Here's a simple class:

package My::DB; use strict; sub new { my $class = shift; $dbh = DBI->connect("DBI:Sybase:CRAP", "sa", ""); die "connect failed: $DBI::errstr" unless $dbh; bless { handle => $dbh }, $class; } sub handle { $_[0]->{handle} }
You could use this like this:
my $dbh = My::DB->new->handle;
This may seem relatively useless (why I am returning an object containing only an open database handle? why not just return the handle itself?), but the way I use this is, I don't actually use any of the DBI methods directly in my main code. I have wrappers around DBI methods that do a bit more, like do some automatic exception handling, bind variable processing, etc.

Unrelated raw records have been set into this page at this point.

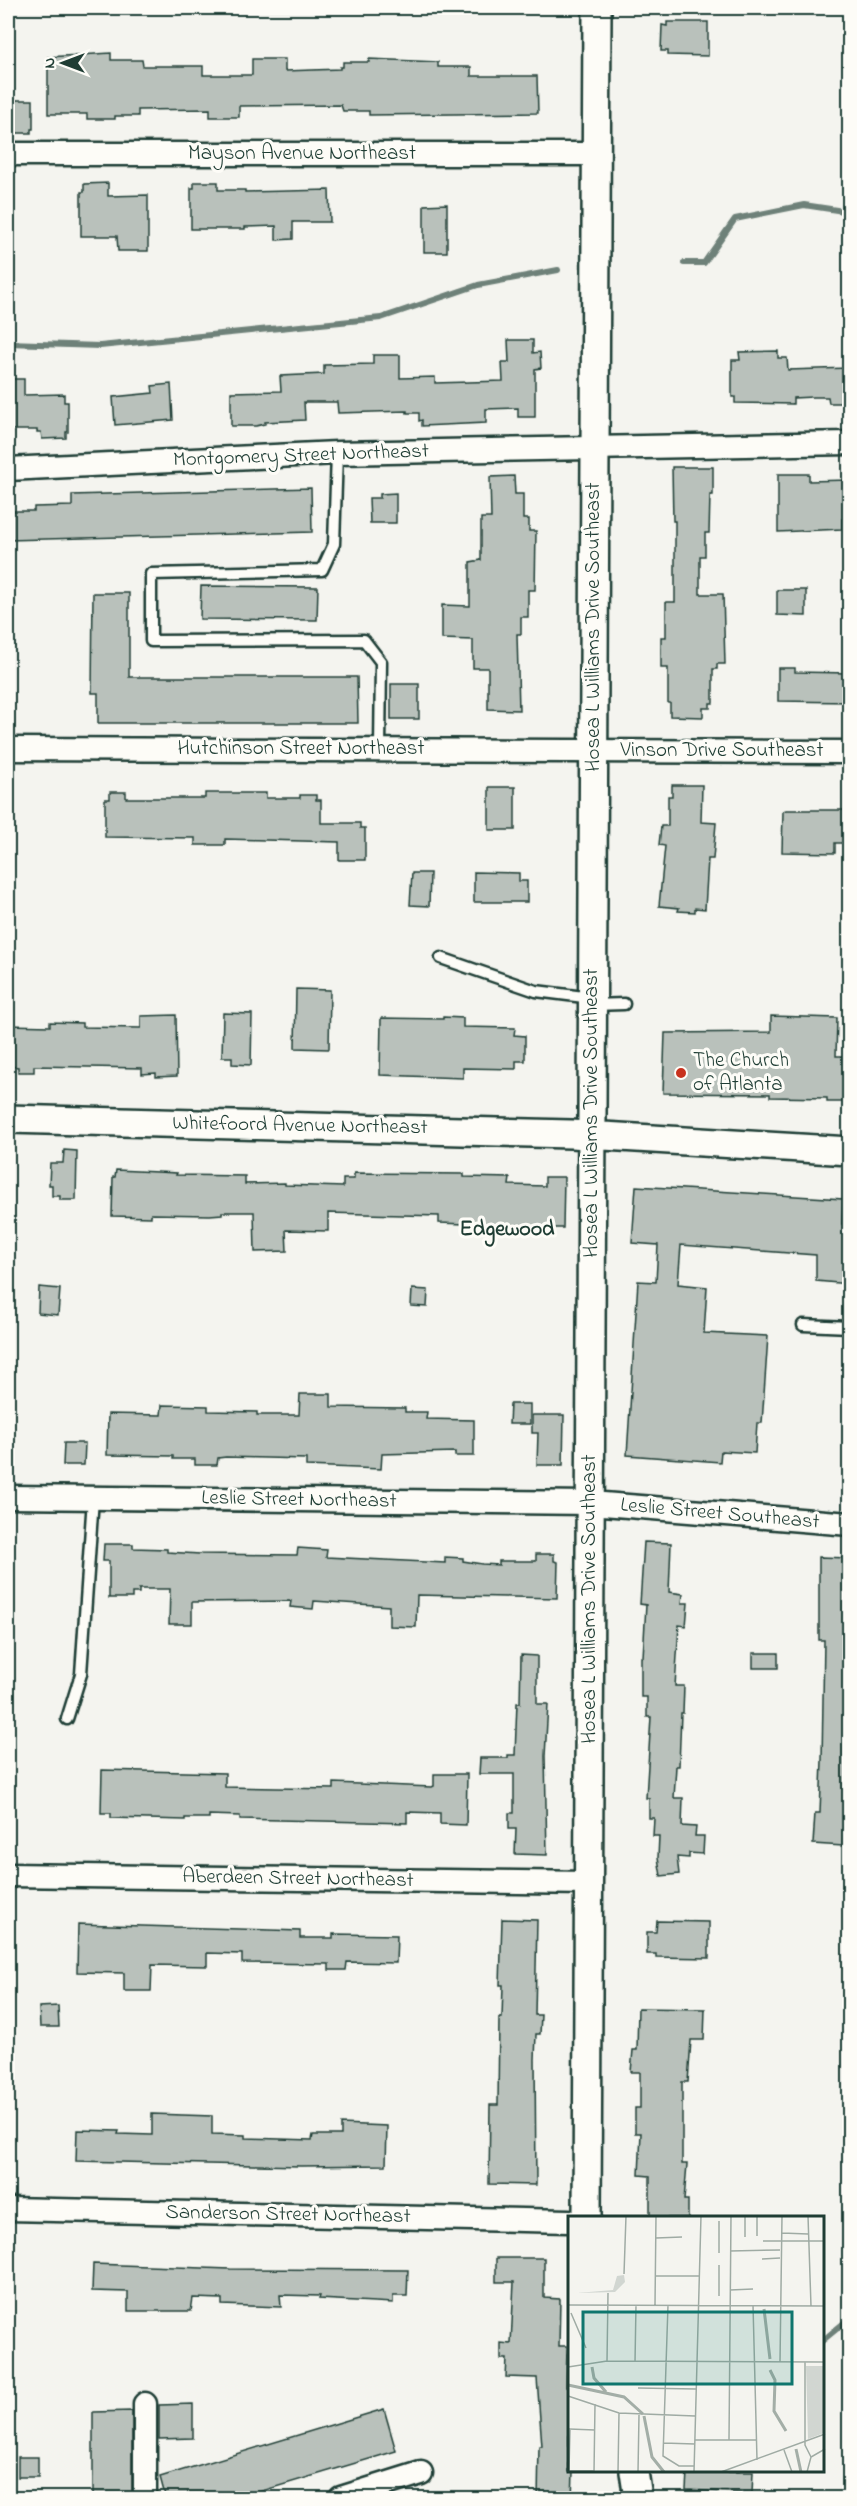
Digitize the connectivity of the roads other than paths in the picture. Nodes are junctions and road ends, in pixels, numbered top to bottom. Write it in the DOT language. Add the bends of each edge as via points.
graph roads {
  1 [pos="597,8"];
  2 [pos="8,154"];
  3 [pos="597,154"];
  4 [pos="849,443"];
  5 [pos="595,449"];
  6 [pos="337,453"];
  7 [pos="8,469"];
  8 [pos="8,749"];
  9 [pos="380,749"];
  10 [pos="594,750"];
  11 [pos="849,752"];
  12 [pos="441,958"];
  13 [pos="593,1002"];
  14 [pos="624,1004"];
  15 [pos="8,1119"];
  16 [pos="592,1135"];
  17 [pos="849,1151"];
  18 [pos="803,1325"];
  19 [pos="849,1327"];
  20 [pos="8,1497"];
  21 [pos="93,1498"];
  22 [pos="591,1503"];
  23 [pos="849,1524"];
  24 [pos="67,1719"];
  25 [pos="8,1875"];
  26 [pos="588,1883"];
  27 [pos="8,2209"];
  28 [pos="587,2216"];
  29 [pos="568,2221"];
  30 [pos="145,2404"];
  31 [pos="634,2473"];
  32 [pos="421,2474"];
  33 [pos="145,2499"];
  34 [pos="341,2499"];
  35 [pos="638,2499"];
  1 -- 3 [label="street, Hosea L Williams Drive Southeast"];
  2 -- 3 [label="street, Mayson Avenue Northeast"];
  3 -- 5 [label="street, Hosea L Williams Drive Southeast"];
  4 -- 5 [label="street, Montgomery Street Northeast"];
  5 -- 6 [label="street, Montgomery Street Northeast"];
  5 -- 10 [label="street, Hosea L Williams Drive Southeast"];
  6 -- 7 [label="street, Montgomery Street Northeast"];
  6 -- 9 [label="lane" via="334,544 322,570 151,574 151,641 364,640 381,662"];
  8 -- 9 [label="street, Hutchinson Street Northeast"];
  9 -- 10 [label="street, Hutchinson Street Northeast"];
  10 -- 11 [label="street, Vinson Drive Southeast"];
  10 -- 13 [label="street, Hosea L Williams Drive Southeast"];
  12 -- 13 [label="lane" via="536,991"];
  13 -- 14 [label="lane"];
  13 -- 16 [label="street, Hosea L Williams Drive Southeast"];
  15 -- 16 [label="street, Whitefoord Avenue Northeast"];
  16 -- 17 [label="street, Whitefoord Avenue Northeast"];
  16 -- 22 [label="street, Hosea L Williams Drive Southeast"];
  18 -- 19 [label="lane"];
  20 -- 21 [label="street, Leslie Street Northeast"];
  21 -- 22 [label="street, Leslie Street Northeast"];
  21 -- 24 [label="lane" via="81,1674"];
  22 -- 23 [label="street, Leslie Street Southeast"];
  22 -- 26 [label="street, Hosea L Williams Drive Southeast"];
  25 -- 26 [label="street, Aberdeen Street Northeast"];
  26 -- 28 [label="street, Hosea L Williams Drive Southeast"];
  27 -- 29 [label="street, Sanderson Street Northeast"];
  30 -- 33 [label="street"];
  31 -- 35 [label="street"];
  32 -- 34 [label="street"];
}
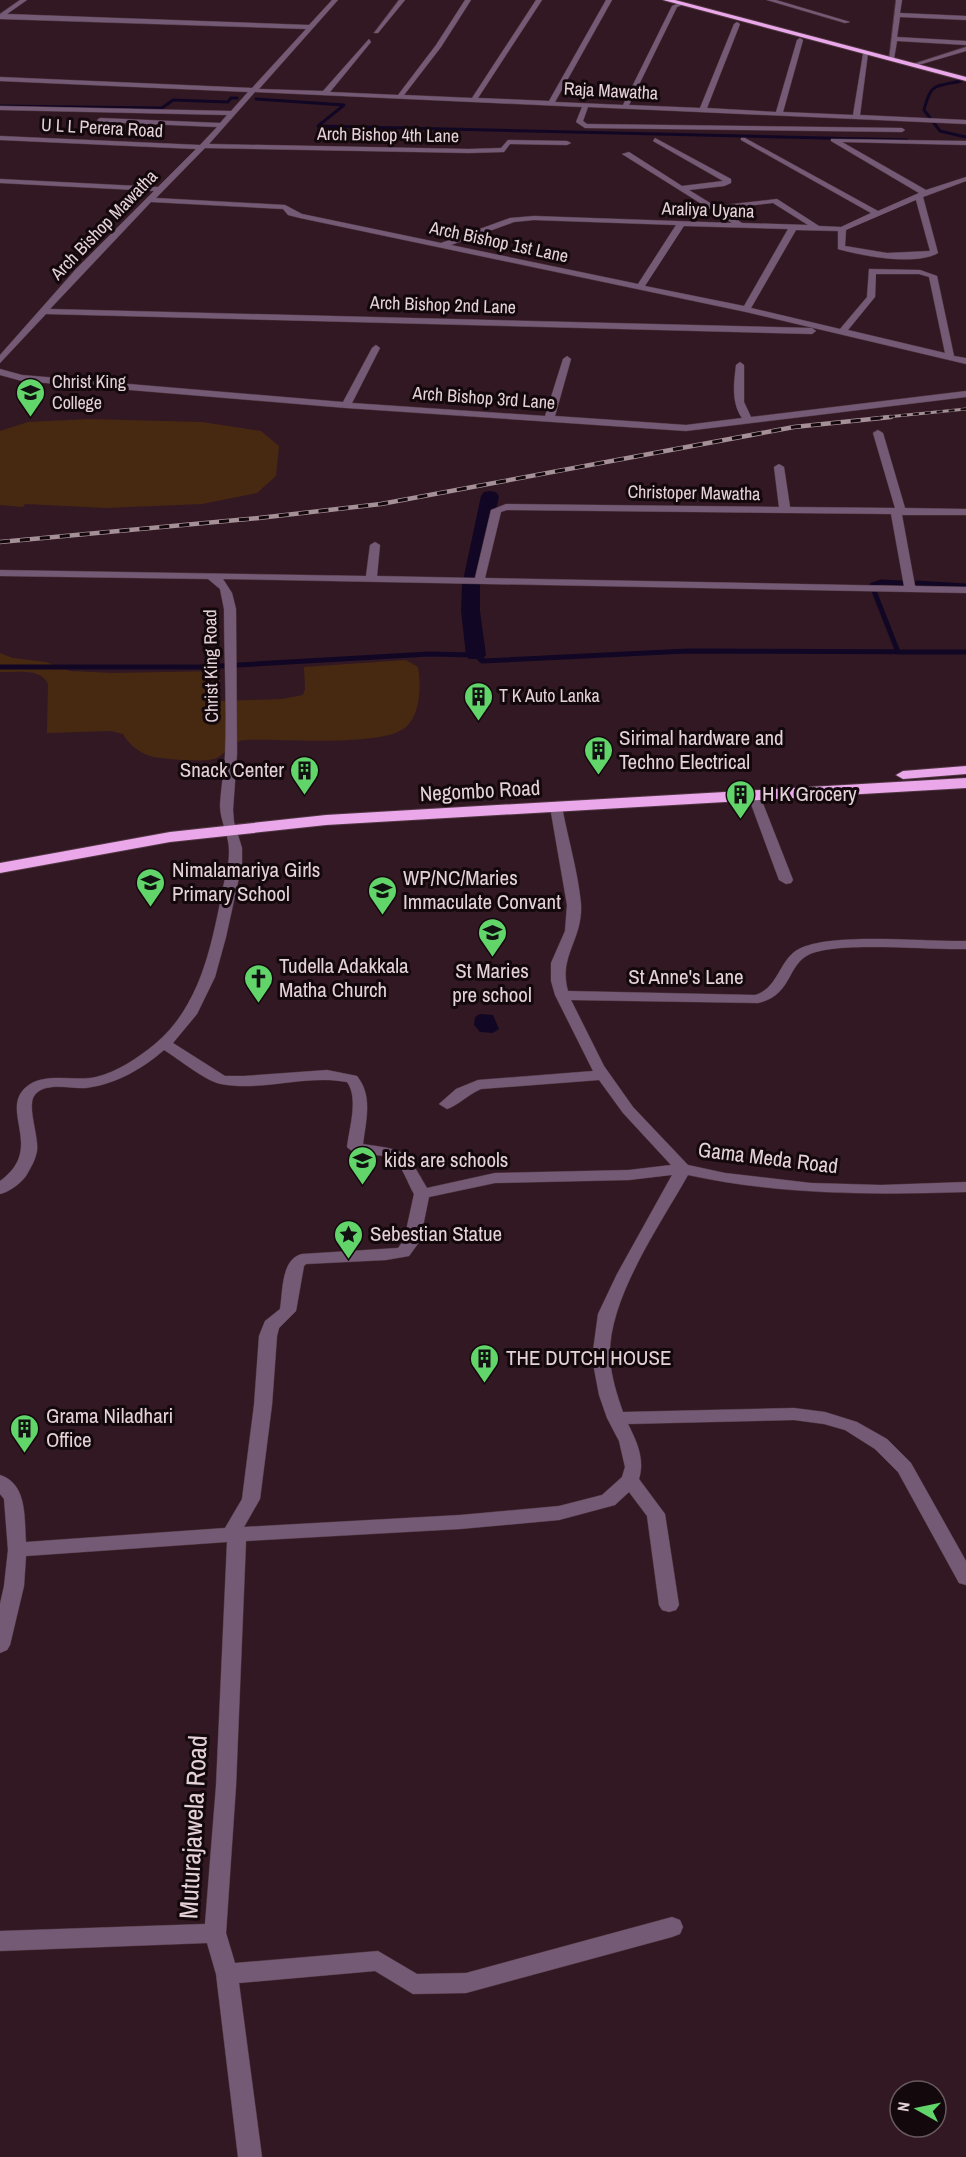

For example, I have an execute method that does this:

sub _execute { my $self = shift; my($sql, $place, $finish) = @_; my($sth, $rv); eval { $sth = $self->prepare($sql); $rv = $sth->execute(ref $place eq "ARRAY" ? @$place : ()); $sth->finish if $finish; }; if ($@) { My::Exception::DB->throw(sql => $sql, error => $@); } return $finish ? $rv : $sth; }
And my prepare method uses prepare_cached, instead of just plain prepare. And so on.